* _Assignment_: The answer must consist of every line below that holds the word "ends".

[Stored data entries]

★ ★ ★ ★ ★

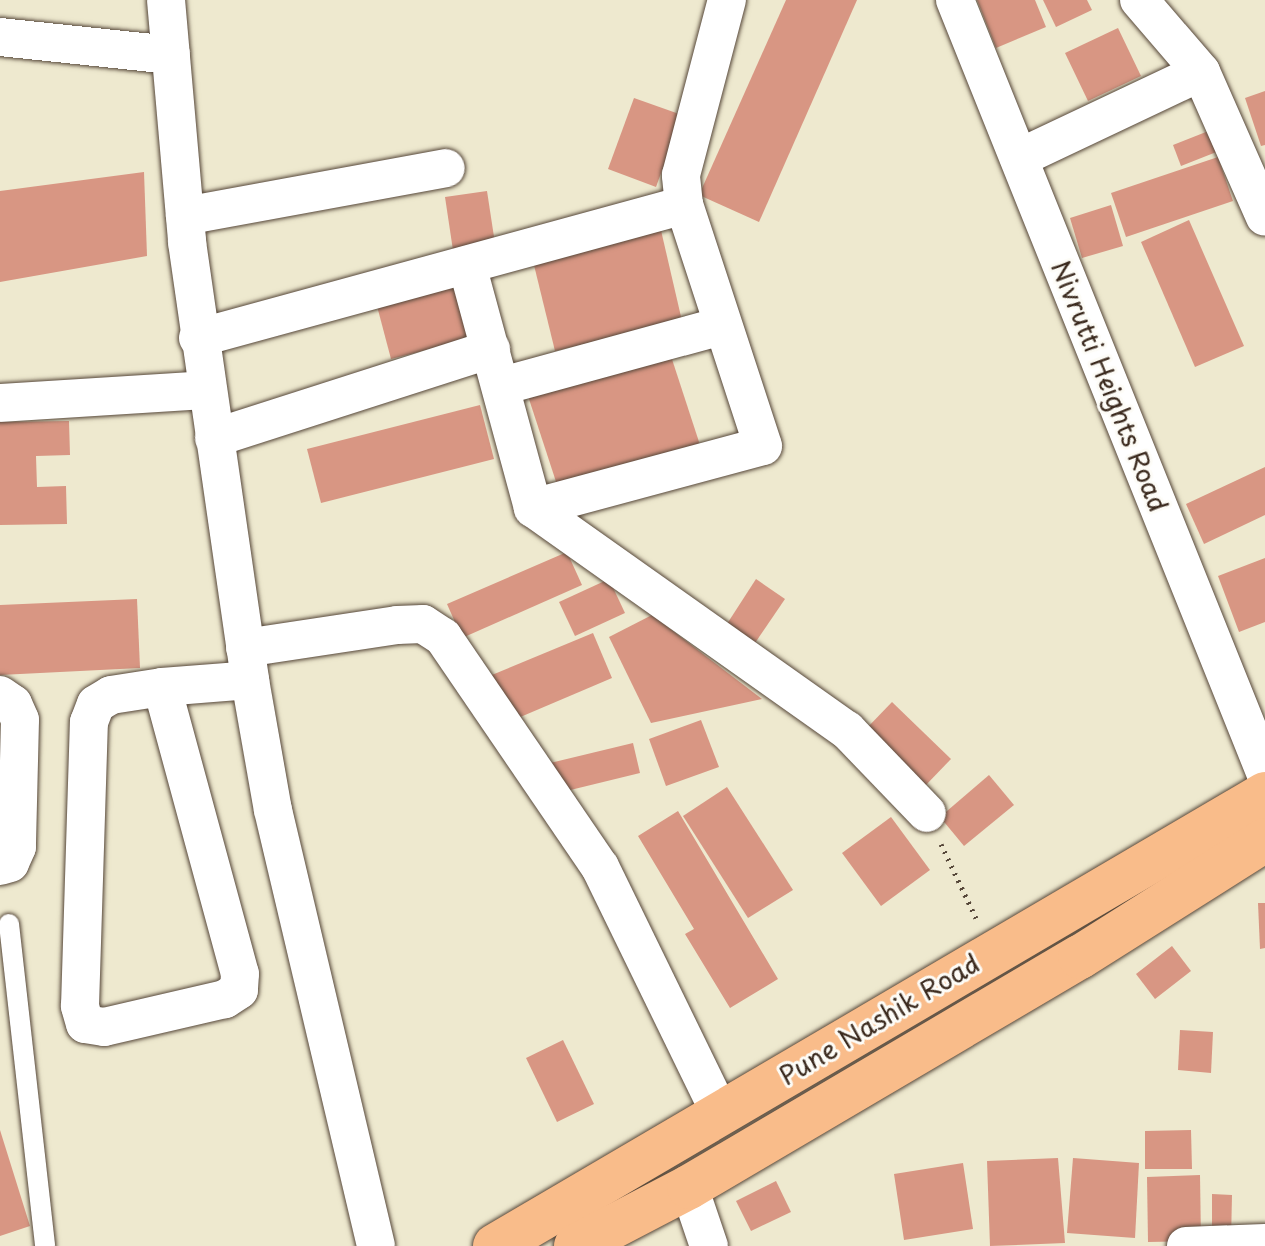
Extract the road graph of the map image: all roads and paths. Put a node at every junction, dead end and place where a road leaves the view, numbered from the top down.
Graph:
1 (166, 0) edge
2 (727, 0) edge
3 (955, 0) edge
4 (1139, 0) edge
5 (0, 37) edge
6 (171, 55) junction
7 (1201, 72) junction
8 (1019, 158) junction
9 (446, 168) dead end
10 (684, 205) junction
11 (185, 216) junction
12 (1265, 217) edge
13 (467, 265) junction
14 (722, 326) junction
15 (198, 338) junction
16 (491, 349) junction
17 (502, 386) junction
18 (206, 390) junction
19 (0, 403) edge
20 (214, 438) junction
21 (533, 508) junction
22 (248, 664) junction
23 (162, 687) junction
24 (0, 695) edge
25 (1265, 772) edge
26 (1265, 794) edge
27 (927, 813) joint
28 (1265, 840) edge
29 (0, 866) edge
30 (9, 924) dead end
31 (992, 952) junction
32 (721, 1115) junction
33 (689, 1187) junction
34 (1250, 1244) edge
35 (45, 1246) edge
36 (376, 1246) edge
37 (495, 1246) edge
38 (576, 1246) edge
39 (709, 1246) edge
40 (1186, 1246) edge

1 - 6 street
2 - 10 street
3 - 8 street, Nivrutti Heights Road
4 - 7 street
5 - 6 street
6 - 11 street
7 - 8 street
7 - 12 street
8 - 25 street, Nivrutti Heights Road
9 - 11 street
10 - 13 street
10 - 14 street
11 - 15 street
13 - 15 street
13 - 16 street
14 - 17 street
14 - 21 street
15 - 18 street
16 - 17 street
16 - 20 street
17 - 21 street
18 - 19 street
18 - 20 street
20 - 22 street
21 - 27 street
22 - 23 street
22 - 32 street
22 - 36 street
23 - 23 street
24 - 29 street
26 - 31 highway, Pune Nashik Road
27 - 31 path
28 - 33 highway, Pune Nashik Road
30 - 35 lane
31 - 32 highway, Pune Nashik Road
32 - 37 highway, Pune Nashik Road
33 - 38 highway, Pune Nashik Road
33 - 39 street
34 - 40 street

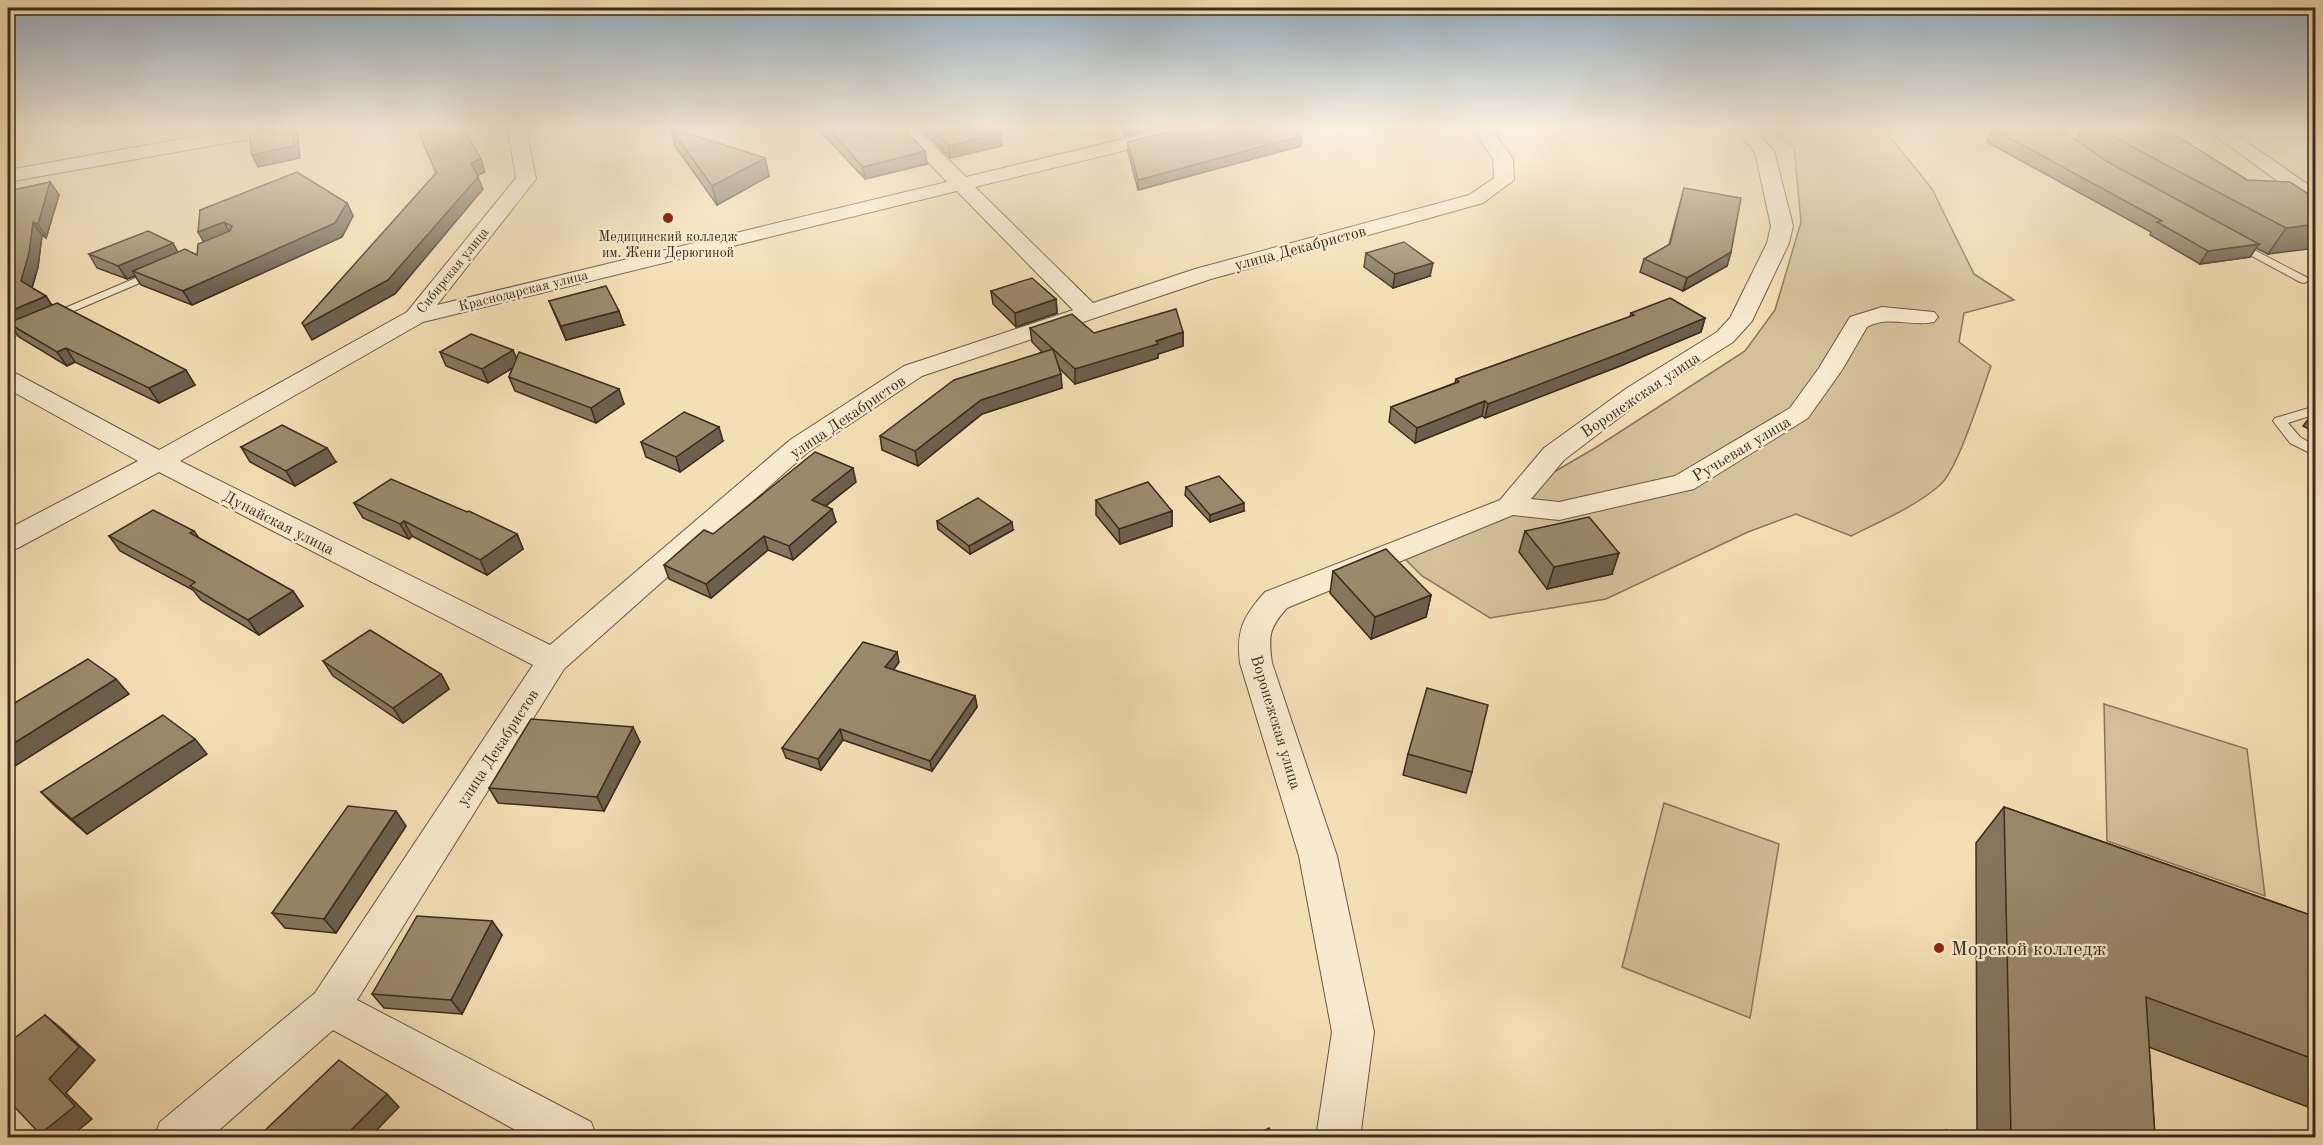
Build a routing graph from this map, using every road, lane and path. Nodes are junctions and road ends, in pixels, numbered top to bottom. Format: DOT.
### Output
graph roads {
  1 [pos="523,182"];
  2 [pos="969,182"];
  3 [pos="1500,182"];
  4 [pos="1772,182"];
  5 [pos="2291,182"];
  6 [pos="963,184"];
  7 [pos="2316,200"];
  8 [pos="2231,240"];
  9 [pos="168,267"];
  10 [pos="2304,280"];
  11 [pos="1089,312"];
  12 [pos="415,317"];
  13 [pos="1926,317"];
  14 [pos="8,336"];
  15 [pos="8,379"];
  16 [pos="2316,410"];
  17 [pos="2316,452"];
  18 [pos="159,461"];
  19 [pos="1510,506"];
  20 [pos="8,541"];
  21 [pos="553,660"];
  22 [pos="330,1007"];
  23 [pos="176,1137"];
  24 [pos="575,1137"];
  25 [pos="1338,1137"];
  1 -- 12 [label="street, Сибирская улица"];
  2 -- 6 [label="street, Краснодарская улица"];
  3 -- 11 [label="street, улица Декабристов"];
  4 -- 19 [label="street, Воронежская улица"];
  5 -- 7 [label="street"];
  6 -- 11 [label="street"];
  6 -- 12 [label="street, Краснодарская улица"];
  8 -- 10 [label="lane"];
  9 -- 14 [label="lane"];
  11 -- 21 [label="street, улица Декабристов"];
  12 -- 18 [label="street, Краснодарская улица"];
  13 -- 19 [label="street, Ручьевая улица"];
  15 -- 18 [label="street, Дунайская улица"];
  16 -- 17 [label="lane"];
  18 -- 20 [label="street, Краснодарская улица"];
  18 -- 21 [label="street, Дунайская улица"];
  19 -- 25 [label="street, Воронежская улица"];
  21 -- 22 [label="street, улица Декабристов"];
  22 -- 23 [label="street, улица Декабристов"];
  22 -- 24 [label="street"];
}
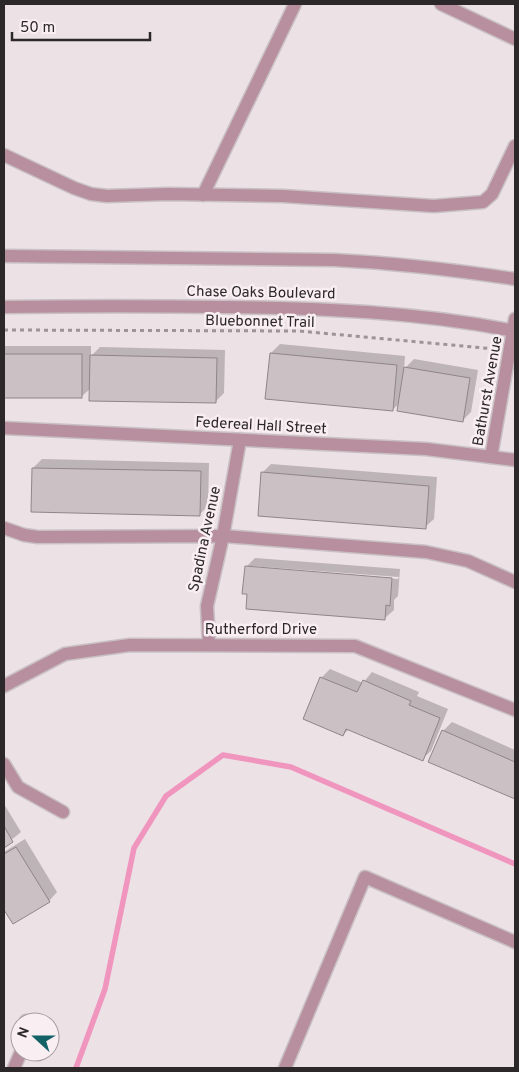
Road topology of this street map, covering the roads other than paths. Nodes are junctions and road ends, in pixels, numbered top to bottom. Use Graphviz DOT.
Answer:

★ ★ ★ ★ ★

* _Output_:
Build a routing graph from this map, using every road, lane and path. Nodes are junctions and road ends, in pixels, numbered top to bottom. Format: DOT.
Road topology of this street map, covering the roads other than paths. Nodes are junctions and road ends, in pixels, numbered top to bottom. Use Graphviz DOT.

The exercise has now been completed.